When the coder result is `patched`, the next `ingest-gui-run` is treated as post-repair validation for that repair iteration. `stage_loop_summary.json` records `latest_repair_validation` and `repair_validation_history`, including the validation run id, remaining P0/P1 findings, and whether the repair was actually accepted after replay. A patch without this rerun/ingest evidence is not a closed stage.

The stage closing gate enforces that rule even when the inner pack loop reports `accepted`: `loop_accepted_gate` preserves the raw loop verdict, but stage-level `accepted_gate` stays `false` with `stage_closing_gate.status = blocked_pending_repair_validation` until the latest patched repair has a matching successful validation run.

## Placeholder contract

Scenario questions can reference earlier step outputs with placeholders such as:

- `{{step_01_inventory.entries[0].item}}`
- `{{semantic_memory.active_result_set_id}}`

This keeps carryover explicit and machine-readable.

## Status contract

Scenario capture uses four operational statuses:
- `accepted`
- `partial`
- `blocked`
- `needs_exact_capability`

`partial` means the scenario executed, but one or more steps still need route hardening, evidence hardening, or presentation hardening.
`needs_exact_capability` means the scenario is valid for the project, but the current contour still lacks the exact route or capability needed to answer it.

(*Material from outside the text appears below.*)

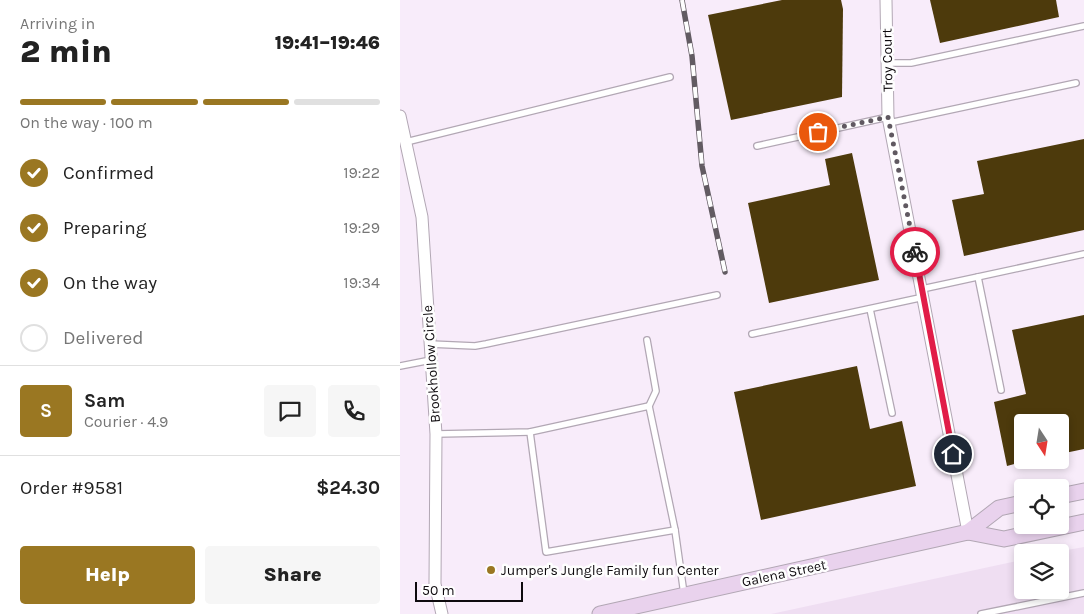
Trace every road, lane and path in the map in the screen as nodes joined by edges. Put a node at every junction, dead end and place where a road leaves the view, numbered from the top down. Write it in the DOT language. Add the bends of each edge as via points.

In autonomous pack-loop mode, `partial` and `needs_exact_capability` are non-terminal by default. The loop should continue domain enablement work until one of these happens:
- analyst quality reaches the configured acceptance gate, normally `>= 80`;
- the analyst marks `requires_user_decision = true` because the next step would otherwise require guessing a missing required observation, making an architecture-risky change, accepting a hacky/brittle workaround, or choosing a business-critical tradeoff without enough evidence;
- the runtime is truly blocked;
- the loop reaches `max_iterations`.